• About this task: Without including any pictures, copy each entry below exactly.

=======

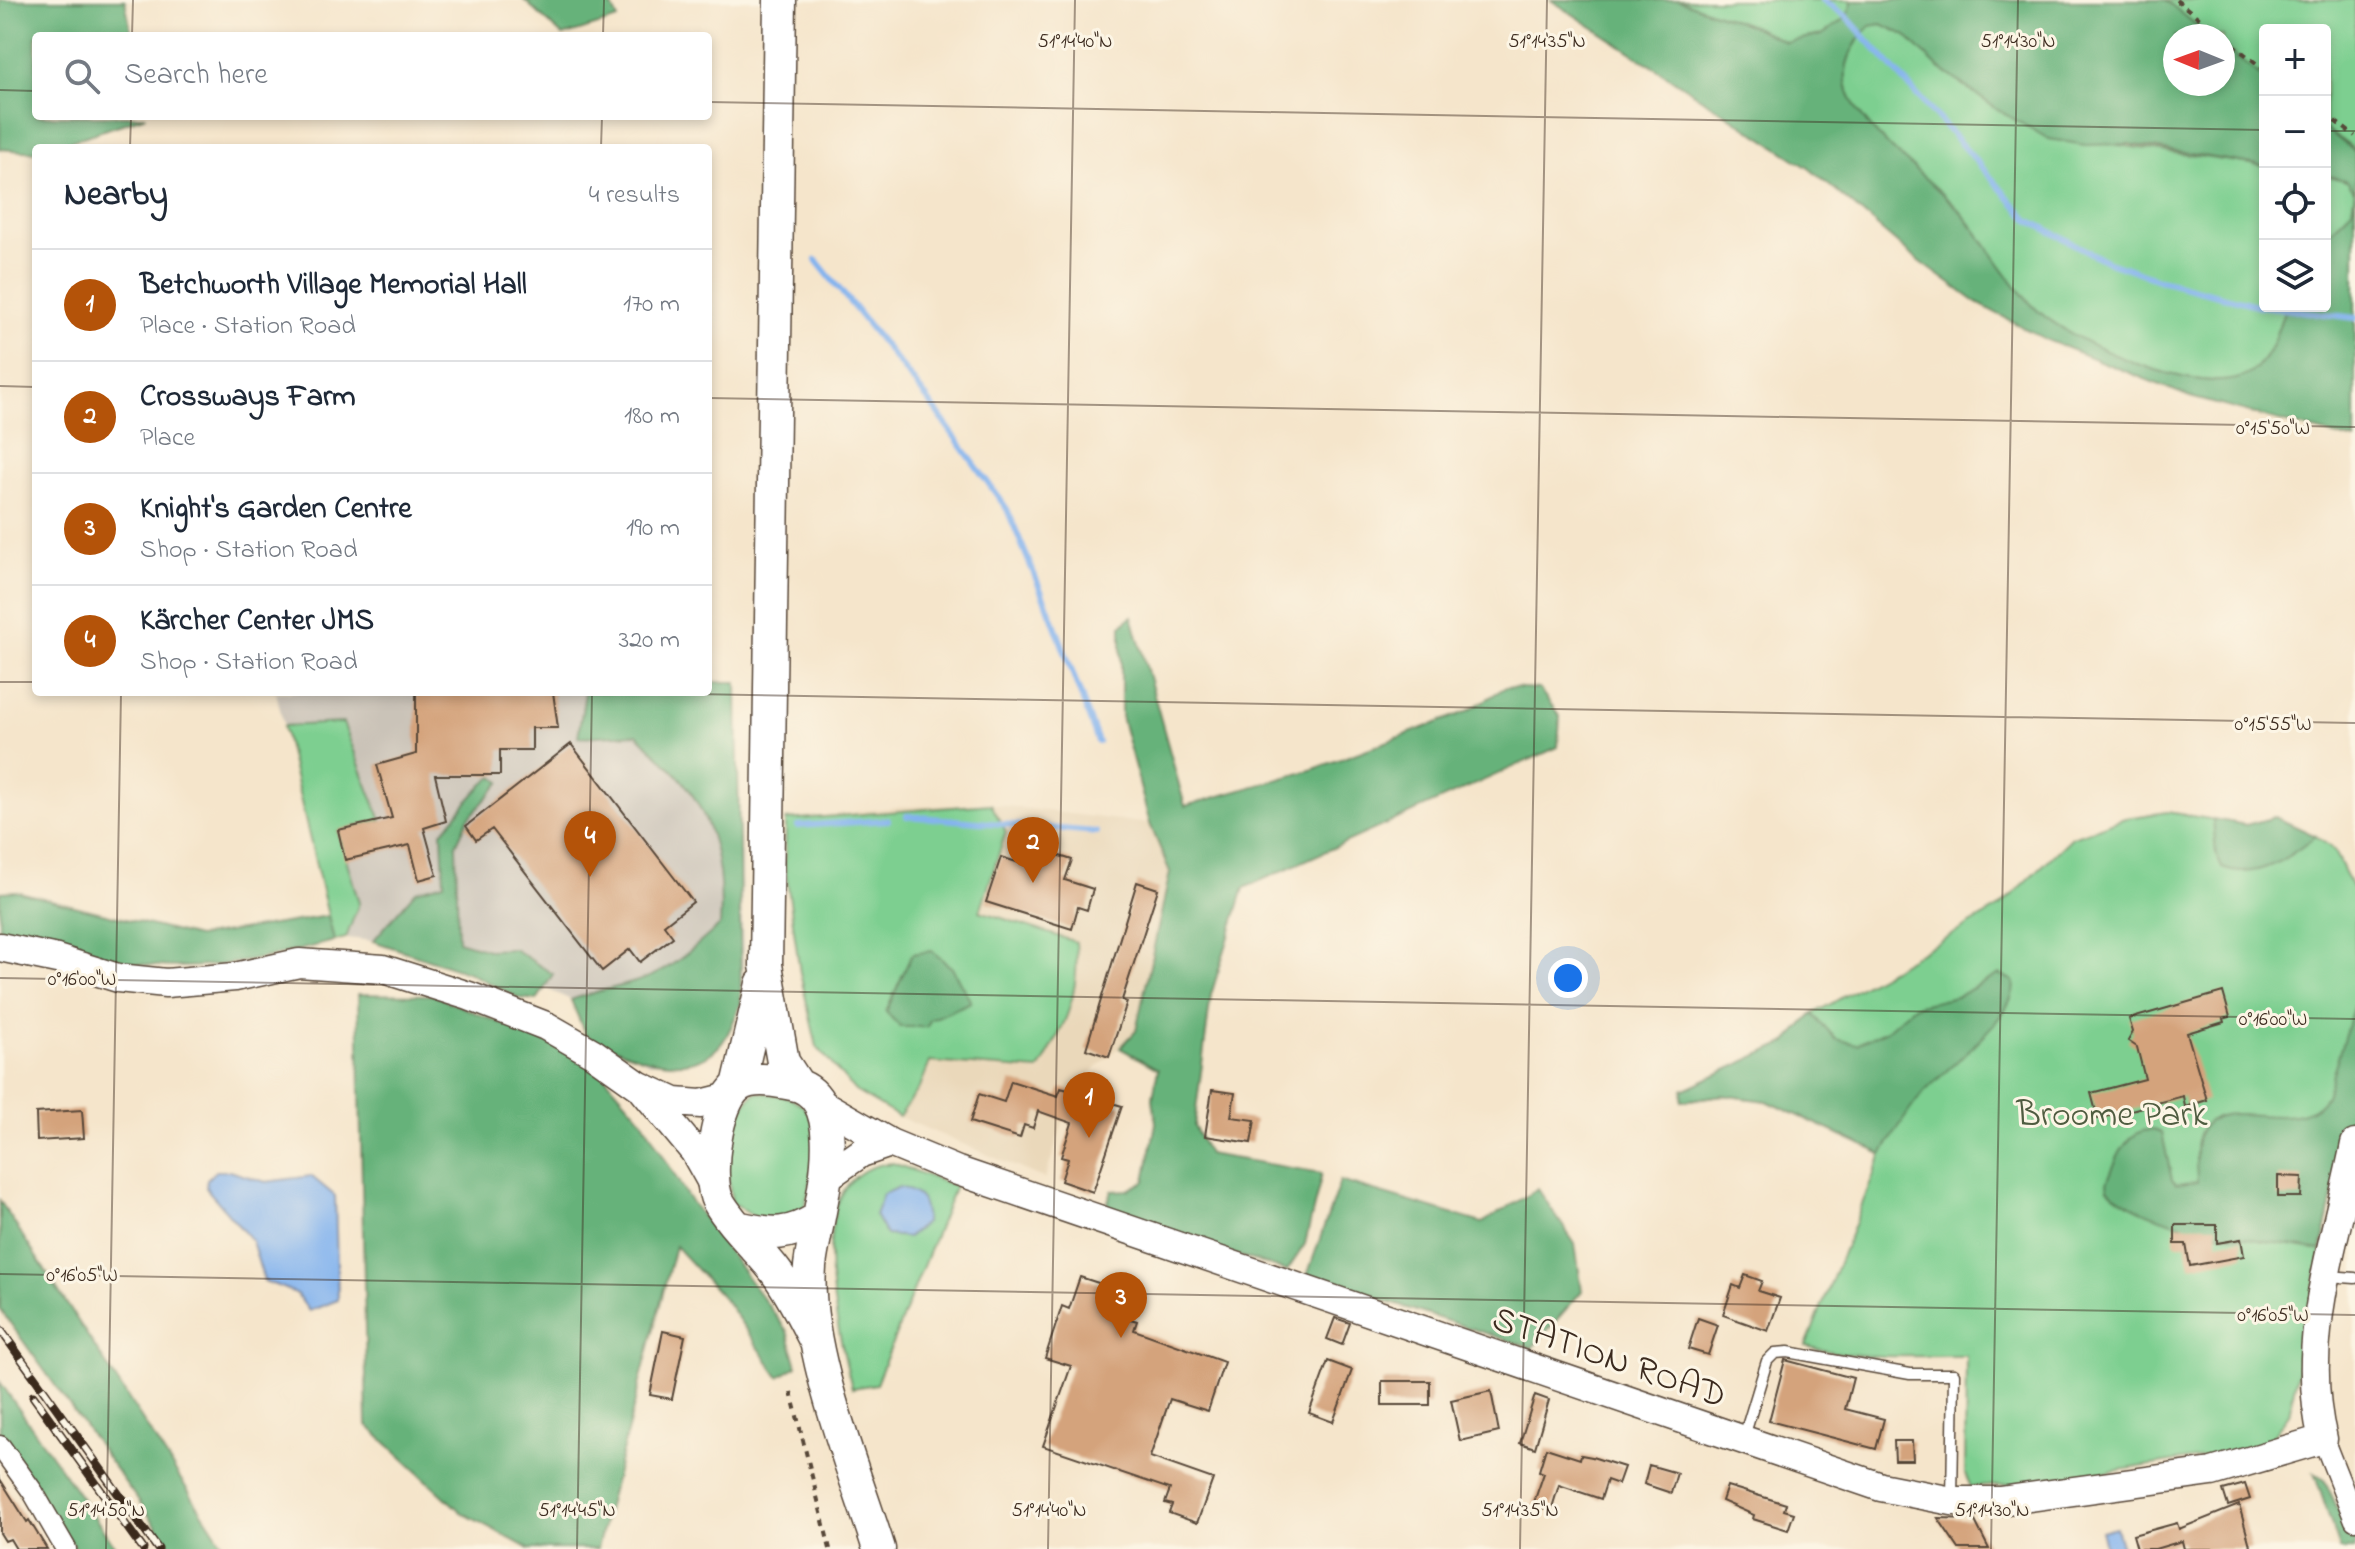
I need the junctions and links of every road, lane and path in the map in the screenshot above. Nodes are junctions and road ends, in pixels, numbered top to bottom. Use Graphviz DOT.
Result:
graph roads {
  1 [pos="780,0"];
  2 [pos="2176,0"];
  3 [pos="2207,24"];
  4 [pos="2235,46"];
  5 [pos="2259,65"];
  6 [pos="2331,118"];
  7 [pos="2355,136"];
  8 [pos="0,947"];
  9 [pos="766,965"];
  10 [pos="638,1085"];
  11 [pos="733,1092"];
  12 [pos="807,1092"];
  13 [pos="890,1143"];
  14 [pos="2355,1144"];
  15 [pos="828,1176"];
  16 [pos="712,1183"];
  17 [pos="817,1219"];
  18 [pos="741,1228"];
  19 [pos="2326,1276"];
  20 [pos="2355,1278"];
  21 [pos="815,1340"];
  22 [pos="791,1392"];
  23 [pos="2323,1439"];
  24 [pos="1743,1441"];
  25 [pos="0,1446"];
  26 [pos="1952,1501"];
  27 [pos="2355,1520"];
  28 [pos="66,1549"];
  29 [pos="830,1549"];
  30 [pos="879,1549"];
  1 -- 9 [label="main road"];
  2 -- 3 [label="path"];
  4 -- 5 [label="path"];
  6 -- 7 [label="path"];
  8 -- 10 [label="street"];
  9 -- 11 [label="main road"];
  9 -- 12 [label="main road"];
  10 -- 11 [label="street"];
  10 -- 16 [label="street"];
  11 -- 12 [label="main road"];
  11 -- 16 [label="main road"];
  12 -- 13 [label="street, STATION ROAD"];
  12 -- 15 [label="main road"];
  13 -- 15 [label="street"];
  13 -- 24 [label="street, STATION ROAD"];
  14 -- 19 [label="street"];
  15 -- 17 [label="main road"];
  16 -- 18 [label="main road"];
  17 -- 18 [label="main road"];
  17 -- 21 [label="main road"];
  18 -- 21 [label="main road"];
  19 -- 20 [label="lane"];
  19 -- 23 [label="street"];
  21 -- 30 [label="main road"];
  22 -- 29 [label="path"];
  23 -- 26 [label="street, STATION ROAD"];
  23 -- 27 [label="street"];
  24 -- 26 [label="street, STATION ROAD"];
  24 -- 26 [label="lane"];
  25 -- 28 [label="street"];
}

=======

• Response below:
I need the junctions and links of every road, lane and path in the map in the screenshot above. Nodes are junctions and road ends, in pixels, numbered top to bottom. Use Graphviz DOT.
Result:
graph roads {
  1 [pos="780,0"];
  2 [pos="2176,0"];
  3 [pos="2207,24"];
  4 [pos="2235,46"];
  5 [pos="2259,65"];
  6 [pos="2331,118"];
  7 [pos="2355,136"];
  8 [pos="0,947"];
  9 [pos="766,965"];
  10 [pos="638,1085"];
  11 [pos="733,1092"];
  12 [pos="807,1092"];
  13 [pos="890,1143"];
  14 [pos="2355,1144"];
  15 [pos="828,1176"];
  16 [pos="712,1183"];
  17 [pos="817,1219"];
  18 [pos="741,1228"];
  19 [pos="2326,1276"];
  20 [pos="2355,1278"];
  21 [pos="815,1340"];
  22 [pos="791,1392"];
  23 [pos="2323,1439"];
  24 [pos="1743,1441"];
  25 [pos="0,1446"];
  26 [pos="1952,1501"];
  27 [pos="2355,1520"];
  28 [pos="66,1549"];
  29 [pos="830,1549"];
  30 [pos="879,1549"];
  1 -- 9 [label="main road"];
  2 -- 3 [label="path"];
  4 -- 5 [label="path"];
  6 -- 7 [label="path"];
  8 -- 10 [label="street"];
  9 -- 11 [label="main road"];
  9 -- 12 [label="main road"];
  10 -- 11 [label="street"];
  10 -- 16 [label="street"];
  11 -- 12 [label="main road"];
  11 -- 16 [label="main road"];
  12 -- 13 [label="street, STATION ROAD"];
  12 -- 15 [label="main road"];
  13 -- 15 [label="street"];
  13 -- 24 [label="street, STATION ROAD"];
  14 -- 19 [label="street"];
  15 -- 17 [label="main road"];
  16 -- 18 [label="main road"];
  17 -- 18 [label="main road"];
  17 -- 21 [label="main road"];
  18 -- 21 [label="main road"];
  19 -- 20 [label="lane"];
  19 -- 23 [label="street"];
  21 -- 30 [label="main road"];
  22 -- 29 [label="path"];
  23 -- 26 [label="street, STATION ROAD"];
  23 -- 27 [label="street"];
  24 -- 26 [label="street, STATION ROAD"];
  24 -- 26 [label="lane"];
  25 -- 28 [label="street"];
}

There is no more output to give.